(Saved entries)

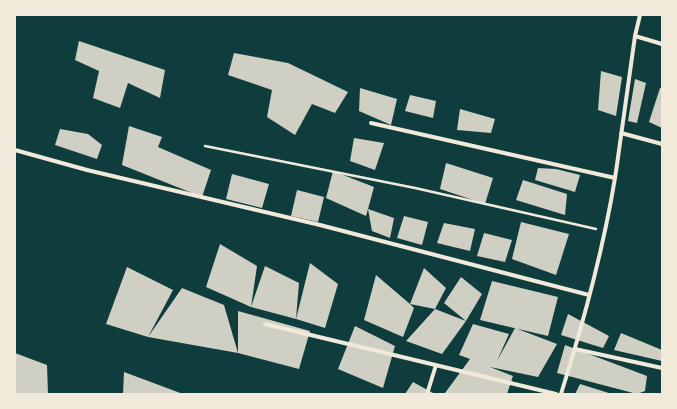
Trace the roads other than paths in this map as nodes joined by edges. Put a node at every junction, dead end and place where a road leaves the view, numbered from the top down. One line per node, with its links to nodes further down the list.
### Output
1 (640, 15): 2 (street)
2 (635, 36): 3 (street); 5 (street)
3 (662, 44)
4 (371, 123): 8 (street)
5 (621, 133): 6 (street); 8 (street)
6 (662, 144)
7 (15, 150): 9 (street)
8 (614, 178): 9 (street)
9 (589, 295): 11 (street)
10 (265, 324): 12 (street)
11 (575, 349): 13 (street); 16 (street)
12 (436, 365): 14 (street); 15 (street)
13 (662, 368)
14 (427, 394)
15 (556, 394)
16 (561, 394)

▶ [What you have to do] When you reproduce the entries above, keep every word exactly and leave out each picture.

▶ [Response to this task]
Trace the roads other than paths in this map as nodes joined by edges. Put a node at every junction, dead end and place where a road leaves the view, numbered from the top down. One line per node, with its links to nodes further down the list.
### Output
1 (640, 15): 2 (street)
2 (635, 36): 3 (street); 5 (street)
3 (662, 44)
4 (371, 123): 8 (street)
5 (621, 133): 6 (street); 8 (street)
6 (662, 144)
7 (15, 150): 9 (street)
8 (614, 178): 9 (street)
9 (589, 295): 11 (street)
10 (265, 324): 12 (street)
11 (575, 349): 13 (street); 16 (street)
12 (436, 365): 14 (street); 15 (street)
13 (662, 368)
14 (427, 394)
15 (556, 394)
16 (561, 394)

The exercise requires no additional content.